If a line of the data below holds the string "dead", copy it.

Dataset excerpts:
■ ■ ■ ■ ■

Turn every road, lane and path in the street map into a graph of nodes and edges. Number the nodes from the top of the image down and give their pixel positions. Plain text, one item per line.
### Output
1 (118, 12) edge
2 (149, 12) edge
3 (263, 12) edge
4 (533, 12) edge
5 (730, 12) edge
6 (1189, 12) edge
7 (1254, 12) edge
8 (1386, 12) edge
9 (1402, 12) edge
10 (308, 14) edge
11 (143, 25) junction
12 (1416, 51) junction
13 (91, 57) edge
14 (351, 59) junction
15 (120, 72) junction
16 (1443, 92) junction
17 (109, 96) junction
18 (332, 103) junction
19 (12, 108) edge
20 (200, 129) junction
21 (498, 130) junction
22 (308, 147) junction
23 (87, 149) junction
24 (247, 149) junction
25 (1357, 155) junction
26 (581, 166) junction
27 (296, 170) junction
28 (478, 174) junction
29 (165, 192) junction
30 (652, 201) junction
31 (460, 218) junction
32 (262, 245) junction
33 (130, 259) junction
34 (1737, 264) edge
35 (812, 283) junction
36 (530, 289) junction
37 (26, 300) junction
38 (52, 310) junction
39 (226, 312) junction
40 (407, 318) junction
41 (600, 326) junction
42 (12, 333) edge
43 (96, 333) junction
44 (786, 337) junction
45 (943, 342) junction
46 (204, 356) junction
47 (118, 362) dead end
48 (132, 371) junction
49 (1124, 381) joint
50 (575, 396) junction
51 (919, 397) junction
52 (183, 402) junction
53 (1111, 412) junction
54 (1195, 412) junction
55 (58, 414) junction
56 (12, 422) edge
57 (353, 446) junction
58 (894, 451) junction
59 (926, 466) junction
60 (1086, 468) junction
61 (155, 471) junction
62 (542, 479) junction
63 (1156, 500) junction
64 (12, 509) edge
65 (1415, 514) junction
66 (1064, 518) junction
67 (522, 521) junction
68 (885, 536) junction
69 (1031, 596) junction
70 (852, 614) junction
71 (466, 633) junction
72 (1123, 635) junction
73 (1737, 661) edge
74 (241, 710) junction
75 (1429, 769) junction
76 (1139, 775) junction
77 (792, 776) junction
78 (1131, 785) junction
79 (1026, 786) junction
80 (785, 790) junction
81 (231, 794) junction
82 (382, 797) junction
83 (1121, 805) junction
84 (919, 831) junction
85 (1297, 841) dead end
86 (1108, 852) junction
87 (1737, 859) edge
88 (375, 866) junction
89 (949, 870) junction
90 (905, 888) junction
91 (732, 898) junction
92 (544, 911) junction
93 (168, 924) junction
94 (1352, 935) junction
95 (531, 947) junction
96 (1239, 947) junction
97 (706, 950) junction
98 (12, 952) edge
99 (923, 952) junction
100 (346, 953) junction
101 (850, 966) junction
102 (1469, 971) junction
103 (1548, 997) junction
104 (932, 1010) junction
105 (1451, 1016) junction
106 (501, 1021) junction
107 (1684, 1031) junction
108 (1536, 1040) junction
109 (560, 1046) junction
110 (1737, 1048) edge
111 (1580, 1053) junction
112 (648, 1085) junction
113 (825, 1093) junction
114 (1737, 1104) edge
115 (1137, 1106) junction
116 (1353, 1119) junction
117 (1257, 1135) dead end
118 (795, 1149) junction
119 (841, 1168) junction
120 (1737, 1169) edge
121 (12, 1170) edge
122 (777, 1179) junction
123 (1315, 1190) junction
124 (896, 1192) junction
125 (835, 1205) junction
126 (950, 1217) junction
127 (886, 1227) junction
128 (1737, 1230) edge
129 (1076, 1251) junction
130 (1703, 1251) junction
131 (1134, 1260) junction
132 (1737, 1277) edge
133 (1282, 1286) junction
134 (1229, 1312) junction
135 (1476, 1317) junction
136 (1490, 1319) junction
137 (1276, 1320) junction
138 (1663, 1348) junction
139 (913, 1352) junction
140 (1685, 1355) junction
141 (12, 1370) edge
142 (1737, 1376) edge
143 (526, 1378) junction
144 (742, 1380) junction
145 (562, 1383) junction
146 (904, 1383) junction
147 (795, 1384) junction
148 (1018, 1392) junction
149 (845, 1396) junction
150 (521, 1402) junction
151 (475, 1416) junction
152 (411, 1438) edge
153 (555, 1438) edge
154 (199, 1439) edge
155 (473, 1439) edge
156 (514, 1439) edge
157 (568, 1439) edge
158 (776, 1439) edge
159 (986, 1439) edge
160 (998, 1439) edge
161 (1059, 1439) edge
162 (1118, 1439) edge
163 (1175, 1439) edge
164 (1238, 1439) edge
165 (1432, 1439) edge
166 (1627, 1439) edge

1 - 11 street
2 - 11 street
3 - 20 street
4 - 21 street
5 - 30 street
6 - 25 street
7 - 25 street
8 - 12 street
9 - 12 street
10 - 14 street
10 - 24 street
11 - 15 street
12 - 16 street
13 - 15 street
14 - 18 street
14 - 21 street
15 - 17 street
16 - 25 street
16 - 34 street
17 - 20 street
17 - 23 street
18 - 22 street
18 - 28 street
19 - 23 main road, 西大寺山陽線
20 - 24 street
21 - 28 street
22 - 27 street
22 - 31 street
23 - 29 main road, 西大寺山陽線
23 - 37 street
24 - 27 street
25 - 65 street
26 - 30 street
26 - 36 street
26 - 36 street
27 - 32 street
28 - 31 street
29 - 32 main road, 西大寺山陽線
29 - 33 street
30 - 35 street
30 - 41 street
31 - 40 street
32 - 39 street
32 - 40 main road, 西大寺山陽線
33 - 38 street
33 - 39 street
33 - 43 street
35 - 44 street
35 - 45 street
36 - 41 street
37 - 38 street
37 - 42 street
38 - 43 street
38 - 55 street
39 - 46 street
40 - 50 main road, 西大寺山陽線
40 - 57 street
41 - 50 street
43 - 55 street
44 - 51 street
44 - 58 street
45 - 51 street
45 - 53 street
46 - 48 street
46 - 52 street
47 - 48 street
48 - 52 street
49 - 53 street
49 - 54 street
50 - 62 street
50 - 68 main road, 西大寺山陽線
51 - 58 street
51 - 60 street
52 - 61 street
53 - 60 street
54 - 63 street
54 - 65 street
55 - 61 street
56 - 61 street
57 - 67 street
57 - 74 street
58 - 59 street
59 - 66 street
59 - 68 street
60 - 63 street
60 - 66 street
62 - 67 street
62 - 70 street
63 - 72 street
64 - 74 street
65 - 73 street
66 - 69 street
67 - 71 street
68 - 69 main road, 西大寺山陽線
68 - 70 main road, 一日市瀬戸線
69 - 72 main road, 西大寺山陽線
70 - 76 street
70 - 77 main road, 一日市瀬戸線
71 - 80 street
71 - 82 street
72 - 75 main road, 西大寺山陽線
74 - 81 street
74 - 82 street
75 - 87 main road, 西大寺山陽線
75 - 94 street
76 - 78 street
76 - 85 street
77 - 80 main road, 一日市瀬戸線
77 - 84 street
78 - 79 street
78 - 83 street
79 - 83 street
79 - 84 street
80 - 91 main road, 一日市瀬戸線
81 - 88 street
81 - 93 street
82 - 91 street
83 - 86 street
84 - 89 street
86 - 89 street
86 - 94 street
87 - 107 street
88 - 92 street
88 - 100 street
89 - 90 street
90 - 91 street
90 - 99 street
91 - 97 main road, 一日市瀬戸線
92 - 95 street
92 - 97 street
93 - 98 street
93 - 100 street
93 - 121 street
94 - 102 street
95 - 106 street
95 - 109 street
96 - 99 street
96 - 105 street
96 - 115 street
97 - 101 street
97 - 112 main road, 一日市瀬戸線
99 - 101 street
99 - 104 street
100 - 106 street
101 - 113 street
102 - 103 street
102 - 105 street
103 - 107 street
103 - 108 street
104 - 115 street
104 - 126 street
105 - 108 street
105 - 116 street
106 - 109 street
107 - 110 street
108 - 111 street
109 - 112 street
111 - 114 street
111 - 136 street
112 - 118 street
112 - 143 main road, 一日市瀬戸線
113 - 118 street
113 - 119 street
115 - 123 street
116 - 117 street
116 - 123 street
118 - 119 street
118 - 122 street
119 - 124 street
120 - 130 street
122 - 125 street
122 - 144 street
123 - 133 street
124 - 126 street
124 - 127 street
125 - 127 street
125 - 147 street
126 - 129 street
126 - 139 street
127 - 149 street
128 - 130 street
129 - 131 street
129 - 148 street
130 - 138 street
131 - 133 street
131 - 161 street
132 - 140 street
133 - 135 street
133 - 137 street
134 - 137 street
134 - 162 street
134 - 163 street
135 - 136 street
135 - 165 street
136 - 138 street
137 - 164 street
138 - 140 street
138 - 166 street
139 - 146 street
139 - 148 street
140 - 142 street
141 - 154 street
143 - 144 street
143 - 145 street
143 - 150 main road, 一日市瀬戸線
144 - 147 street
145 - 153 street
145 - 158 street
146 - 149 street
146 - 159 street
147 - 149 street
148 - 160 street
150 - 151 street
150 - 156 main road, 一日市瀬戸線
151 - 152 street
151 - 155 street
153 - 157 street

■ ■ ■ ■ ■

Solved exercise:
47 (118, 362) dead end
85 (1297, 841) dead end
117 (1257, 1135) dead end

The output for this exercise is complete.